It follows the model descriptions in this blog post: https://petterhol.me/2018/07/20/getting-down-to-the-brass-tacks-of-sir-on-temporal-networks/ The algorithm is discussed here: https://petterhol.me/2018/07/23/crazy-fast-code-for-sir-on-temporal-networks/
To get it running you need:
- Make a directory o (for complier object files)
- Compile it by gcc by typing
make
. - Run it via a Python wrapper.
I supply two Python wrappers: One for simply calculating the average outbreak size given a network and the two parameters (per-contact transmission probability and recovery rate). You can run it like:
python3 tsir_single.py gallery01.tsv 0.5 2
The first argument is the file containing the network.
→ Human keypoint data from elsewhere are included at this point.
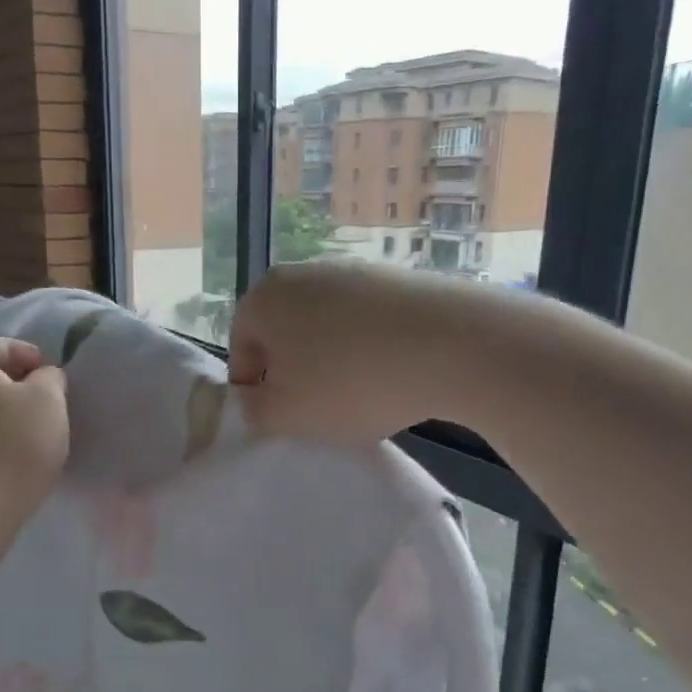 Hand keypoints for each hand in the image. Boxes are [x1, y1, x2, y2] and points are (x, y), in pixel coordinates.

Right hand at [228, 260, 488, 442]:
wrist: (451, 345)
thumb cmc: (350, 382)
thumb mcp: (284, 415)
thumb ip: (252, 410)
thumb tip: (253, 396)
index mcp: (263, 298)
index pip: (239, 352)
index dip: (254, 393)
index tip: (280, 420)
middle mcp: (302, 273)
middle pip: (283, 337)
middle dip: (295, 375)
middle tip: (318, 411)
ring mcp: (353, 271)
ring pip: (326, 330)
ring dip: (333, 364)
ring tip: (361, 396)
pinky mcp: (396, 279)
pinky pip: (366, 324)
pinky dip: (370, 350)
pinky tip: (392, 376) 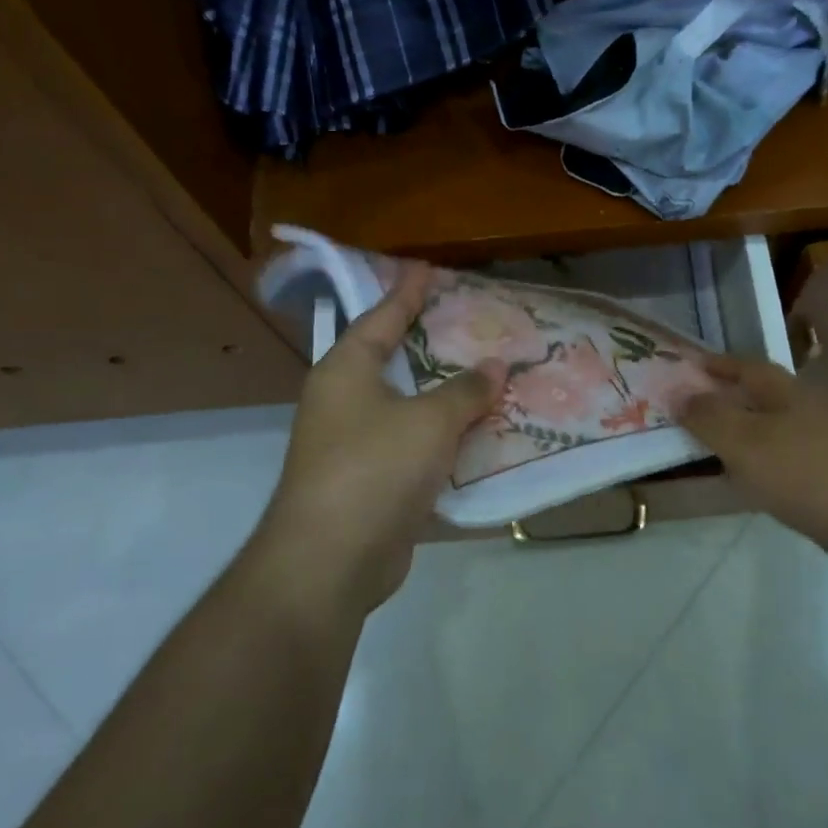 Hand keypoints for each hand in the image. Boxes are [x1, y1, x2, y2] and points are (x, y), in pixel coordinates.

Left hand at [254, 264, 504, 617]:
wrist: (332, 560)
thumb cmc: (375, 469)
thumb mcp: (430, 422)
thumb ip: (465, 391)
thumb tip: (496, 366)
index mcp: (346, 371)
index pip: (380, 317)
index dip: (406, 292)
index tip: (427, 267)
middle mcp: (344, 402)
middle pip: (392, 361)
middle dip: (428, 344)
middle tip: (466, 322)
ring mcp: (353, 445)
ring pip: (407, 407)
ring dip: (442, 396)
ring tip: (484, 375)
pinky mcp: (370, 483)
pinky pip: (413, 447)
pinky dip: (442, 439)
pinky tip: (476, 435)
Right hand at [680, 356, 827, 566]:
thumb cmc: (815, 473)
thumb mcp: (748, 444)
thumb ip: (711, 419)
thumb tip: (678, 392)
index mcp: (791, 394)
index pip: (748, 367)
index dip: (719, 365)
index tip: (690, 365)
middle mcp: (821, 413)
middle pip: (773, 401)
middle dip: (740, 405)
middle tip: (703, 419)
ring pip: (794, 439)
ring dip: (764, 446)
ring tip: (735, 467)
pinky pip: (813, 475)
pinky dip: (790, 482)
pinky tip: (785, 506) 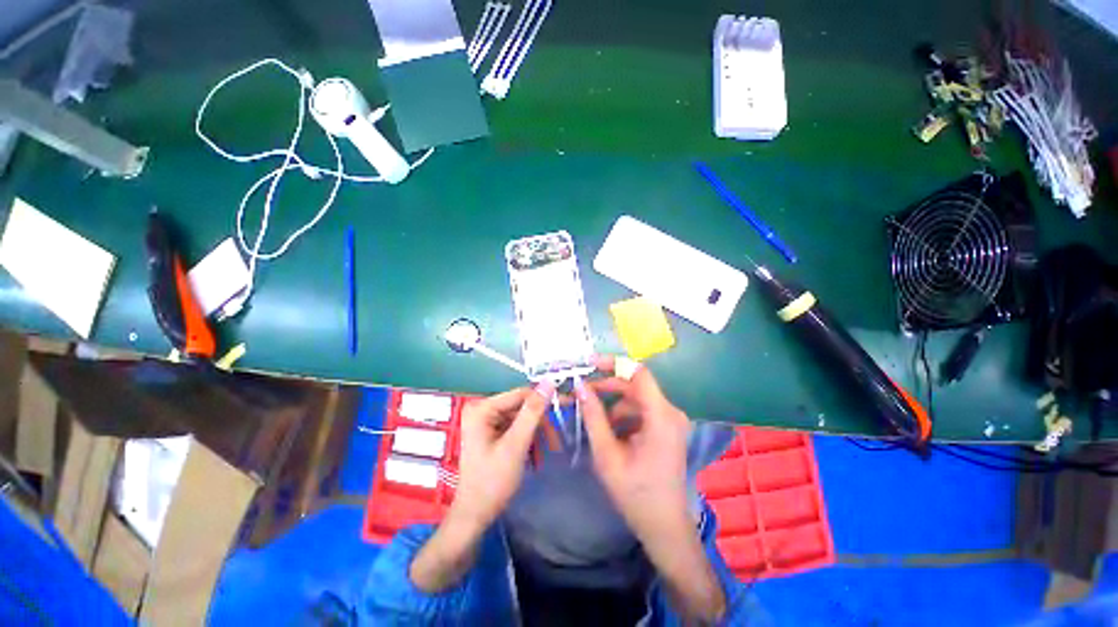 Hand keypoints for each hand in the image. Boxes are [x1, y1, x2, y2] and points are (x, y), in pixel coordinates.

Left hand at [451, 384, 553, 530]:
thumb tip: (549, 381)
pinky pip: (516, 428)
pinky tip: (535, 457)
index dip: (544, 400)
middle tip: (556, 442)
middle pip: (522, 407)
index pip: (521, 394)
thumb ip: (533, 412)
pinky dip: (528, 440)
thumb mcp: (516, 444)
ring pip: (522, 418)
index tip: (567, 407)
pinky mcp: (491, 433)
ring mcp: (486, 422)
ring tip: (546, 453)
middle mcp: (483, 410)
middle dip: (540, 424)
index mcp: (483, 408)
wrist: (475, 515)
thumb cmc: (492, 481)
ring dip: (536, 434)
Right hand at [578, 355, 690, 540]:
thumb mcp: (607, 454)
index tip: (589, 364)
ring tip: (593, 419)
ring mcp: (671, 420)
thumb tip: (580, 386)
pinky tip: (611, 432)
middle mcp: (670, 412)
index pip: (638, 373)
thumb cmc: (635, 493)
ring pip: (637, 399)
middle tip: (581, 393)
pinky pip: (642, 410)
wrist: (664, 526)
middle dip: (607, 387)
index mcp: (661, 416)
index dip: (613, 363)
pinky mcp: (668, 428)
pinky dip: (624, 415)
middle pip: (635, 386)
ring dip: (613, 404)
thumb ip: (593, 416)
The input format is a blank-space separated contact list (vertex-id 1, vertex-id 2, time). It will neglect multiple contacts and self-contacts. The example network comes from: http://www.sociopatterns.org/datasets/ The second argument is the transmission probability, the third is the recovery rate.
Another python wrapper is for scanning the parameter space (at least a part of it) and plotting a heat map of the outbreak size. You can run that one like:
python3 tsir_scan.py gallery01.tsv gallery01.pdf
The last argument is the name of the output figure file. The suffix determines the format.
I have tried to simplify the code without making it slower by moving preprocessing to the Python wrapper. (Running the code from Python was anyway more or less needed to conveniently seed the C code with a 64-bit uint.) It uses 10^6 averages, which is probably more than enough for larger data sets.
I have refrained from expanding this into a full Python library mostly because the research projects I can imagine building on this code would anyway need to add something to the C program. For example, adding measurements about individual nodes or links should be straightforward.